PAKIBUZ – Para peneliti akhirnya berhasil menguraikan gulungan berusia 1.900 tahun yang menggambarkan kasus pengadilan yang menegangkan selama pendudukan Romawi di Israel. Temuan ini mengungkap lebih banyak tentang kasus-kasus kriminal pada masa itu dan menjawab pertanyaan lama tentang kepemilikan budak di wilayah tersebut.
Pada tahun 2014, seorang peneliti yang mengorganisir papirus di Unit Naskah Laut Mati di gudang penyimpanan Otoritas Purbakala Israel membuat penemuan yang mengejutkan: papirus Yunani terpanjang yang pernah ditemukan di gurun Yudea.

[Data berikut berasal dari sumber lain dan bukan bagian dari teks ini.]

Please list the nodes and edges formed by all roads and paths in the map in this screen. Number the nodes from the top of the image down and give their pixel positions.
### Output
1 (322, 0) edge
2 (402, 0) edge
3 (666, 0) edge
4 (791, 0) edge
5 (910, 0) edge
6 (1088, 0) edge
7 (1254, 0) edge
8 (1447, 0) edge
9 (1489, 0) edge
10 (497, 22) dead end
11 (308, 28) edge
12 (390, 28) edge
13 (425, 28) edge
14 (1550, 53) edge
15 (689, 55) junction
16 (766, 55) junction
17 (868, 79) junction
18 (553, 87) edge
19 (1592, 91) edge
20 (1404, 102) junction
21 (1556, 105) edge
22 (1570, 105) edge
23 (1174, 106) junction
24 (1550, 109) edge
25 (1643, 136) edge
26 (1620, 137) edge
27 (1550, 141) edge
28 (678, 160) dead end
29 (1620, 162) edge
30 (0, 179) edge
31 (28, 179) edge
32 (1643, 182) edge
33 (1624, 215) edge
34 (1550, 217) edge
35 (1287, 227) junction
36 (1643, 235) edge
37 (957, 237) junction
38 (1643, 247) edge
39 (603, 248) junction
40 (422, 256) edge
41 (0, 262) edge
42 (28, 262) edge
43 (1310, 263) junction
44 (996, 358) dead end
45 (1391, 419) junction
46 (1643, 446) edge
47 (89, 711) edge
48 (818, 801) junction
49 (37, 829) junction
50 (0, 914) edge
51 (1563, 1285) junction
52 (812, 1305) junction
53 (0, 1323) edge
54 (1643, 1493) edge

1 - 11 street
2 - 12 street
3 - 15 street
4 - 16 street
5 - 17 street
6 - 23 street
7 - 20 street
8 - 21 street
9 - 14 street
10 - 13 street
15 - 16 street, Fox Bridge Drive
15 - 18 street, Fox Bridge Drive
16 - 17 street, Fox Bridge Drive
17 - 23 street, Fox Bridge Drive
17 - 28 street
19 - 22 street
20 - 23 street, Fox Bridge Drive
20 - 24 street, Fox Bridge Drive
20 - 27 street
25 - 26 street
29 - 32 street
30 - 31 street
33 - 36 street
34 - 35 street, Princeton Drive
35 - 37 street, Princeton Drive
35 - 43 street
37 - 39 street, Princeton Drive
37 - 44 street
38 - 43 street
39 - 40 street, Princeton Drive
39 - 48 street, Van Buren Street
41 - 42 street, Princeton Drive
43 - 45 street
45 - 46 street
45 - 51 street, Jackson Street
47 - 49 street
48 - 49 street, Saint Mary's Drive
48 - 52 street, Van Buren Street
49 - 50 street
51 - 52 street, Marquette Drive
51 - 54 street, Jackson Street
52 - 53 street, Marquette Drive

Dokumen tersebut telah diklasifikasikan sebagai dokumen yang ditulis dalam bahasa Nabataean, dialek Arab kuno. “Ketika saya melihatnya bertanda ‘Nabataean,’ saya berseru, ‘Bagi saya, itu bahasa Yunani!”, kata pakar papirus Hannah Cotton dari Universitas Ibrani Yerusalem dalampernyataan terjemahan yang dirilis pada 28 Januari.
Selama dekade berikutnya, Cotton mengumpulkan tim ahli untuk menguraikan teks 133 baris tersebut, yang merinci proses hukum saat wilayah tersebut masih menjadi provinsi di Kekaisaran Romawi . Hasil kerja timnya pada dokumen tersebut dipublikasikan pada tanggal 20 Januari di jurnal Tyche .

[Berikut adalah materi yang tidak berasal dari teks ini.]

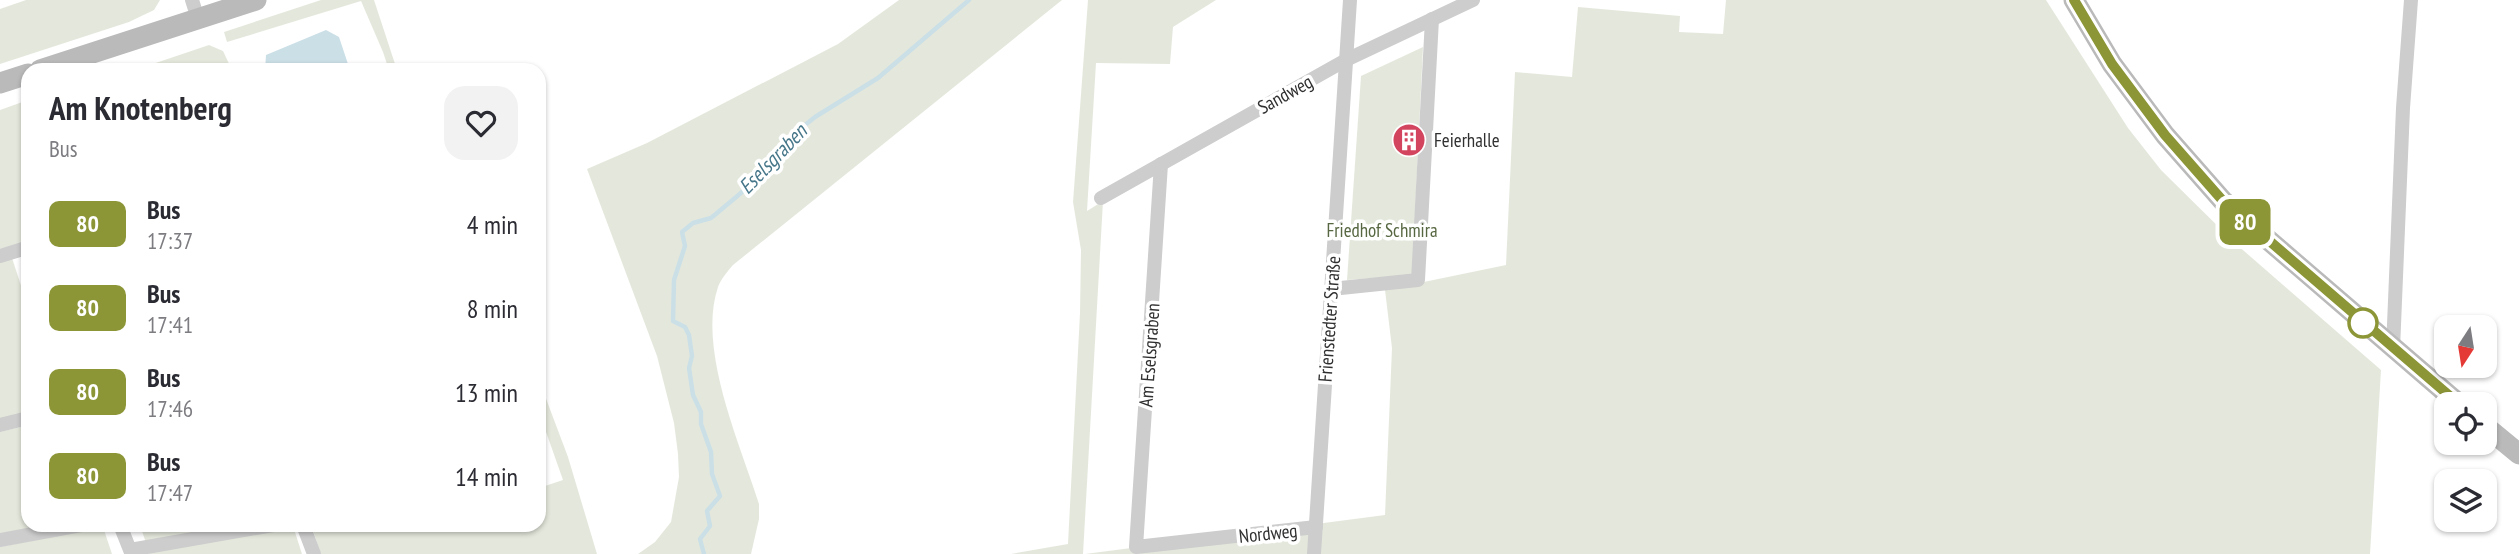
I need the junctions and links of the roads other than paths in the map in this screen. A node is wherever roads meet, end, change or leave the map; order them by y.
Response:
1 (256, 0) edge
2 (1350, 0) edge
3 (1473, 0) edge
4 (2074, 0) edge
5 (2411, 0) edge
6 (195, 9) edge
7 (1432, 19) junction
8 (1346, 60) junction
9 (58, 63) edge
10 (21, 76) edge
11 (0, 83) edge
12 (1161, 164) junction
13 (1101, 198) dead end
14 (21, 250) edge
15 (0, 256) edge
16 (1331, 289) junction
17 (2393, 349) junction
18 (2445, 392) edge
19 (21, 420) edge
20 (0, 425) edge
21 (2497, 436) edge
22 (2519, 454) edge
23 (1316, 527) junction
24 (43, 532) edge
25 (123, 532) edge
26 (233, 532) edge
27 (306, 532) edge
28 (0, 540) edge
29 (1136, 547) joint
30 (314, 554) edge
31 (1314, 554) edge

1 - 6 main road
2 - 8 street, Frienstedter Straße
3 - 7 street, Sandweg
4 - 17 main road
5 - 17 street
6 - 9 main road
7 - 8 street, Sandweg
7 - 16 street
8 - 12 street, Sandweg
8 - 16 street, Frienstedter Straße
10 - 11 main road
12 - 13 street, Sandweg
12 - 29 street, Am Eselsgraben
14 - 15 street
16 - 23 street, Frienstedter Straße
17 - 18 main road
19 - 20 street
21 - 22 main road
23 - 29 street, Nordweg
23 - 31 street, Frienstedter Straße
24 - 28 street
25 - 26 street
27 - 30 street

Para peneliti menemukan bahwa papirus tersebut berisi serangkaian catatan yang mungkin digunakan seorang jaksa untuk mempersiapkan persidangan di hadapan pejabat Romawi pada masa pemerintahan Kaisar Hadrian (117 hingga 138 M) dan sebelum pemberontakan Bar Kokhba dimulai pada tahun 132 M — pemberontakan besar orang Yahudi melawan Kekaisaran Romawi.
“Ini adalah kasus pengadilan Romawi yang paling terdokumentasi dengan baik dari Yudea selain dari pengadilan Yesus,” kata rekan penulis studi Avner Ecker , seorang epigrafer, atau peneliti prasasti kuno, di Universitas Ibrani Yerusalem, dalam pernyataan tersebut.
Kasus pengadilan yang dirujuk dalam teks papirus berpusat pada dua orang — Gadalias dan Saulos — yang memalsukan dokumen terkait penjualan dan pembebasan budak untuk menghindari pembayaran pajak Romawi.
“Pemalsuan dan penipuan pajak membawa hukuman berat berdasarkan hukum Romawi, termasuk kerja paksa atau bahkan hukuman mati,” kata rekan penulis studiAnna Dolganov , seorang ahli papirus di Akademi Ilmu Pengetahuan Austria, dalam pernyataan tersebut.
Menurut penelitian, dokumen itu juga berisi transkrip persidangan yang ditulis tergesa-gesa dan catatan dari satu jaksa ke jaksa lain yang membahas strategi.
Namun, bagian-bagian penting dari papirus tersebut hilang, sehingga menggagalkan upaya para peneliti untuk memahami sepenuhnya makna teks tersebut, kata para peneliti dalam penelitian tersebut. Rincian yang hilang termasuk di mana persidangan berlangsung, di mana para terdakwa tinggal, dan apakah mereka warga negara Romawi.
Namun, papirus yang baru diterjemahkan tersebut memberikan bukti untuk pertanyaan yang banyak diperdebatkan: apakah orang Yahudi kuno memiliki budak atau tidak. Papirus tersebut mengatakan bahwa setidaknya satu keluarga Yahudi — keluarga Saulos dan ayahnya — memiliki banyak budak, menurut penelitian tersebut, tetapi tidak jelas apakah budak-budak itu sendiri adalah orang Yahudi.
Dokumen tersebut tidak memberikan resolusi yang jelas untuk kasus pengadilan, yang mungkin telah terganggu oleh pemberontakan Bar Kokhba, menurut penelitian tersebut. Pemberontakan tersebut mungkin telah menyebabkan pemilik gulungan tersebut buru-buru membuangnya di gua-gua gurun Yudea, tempat gulungan itu berada selama hampir dua milenium bersama dengan Gulungan Laut Mati lainnya.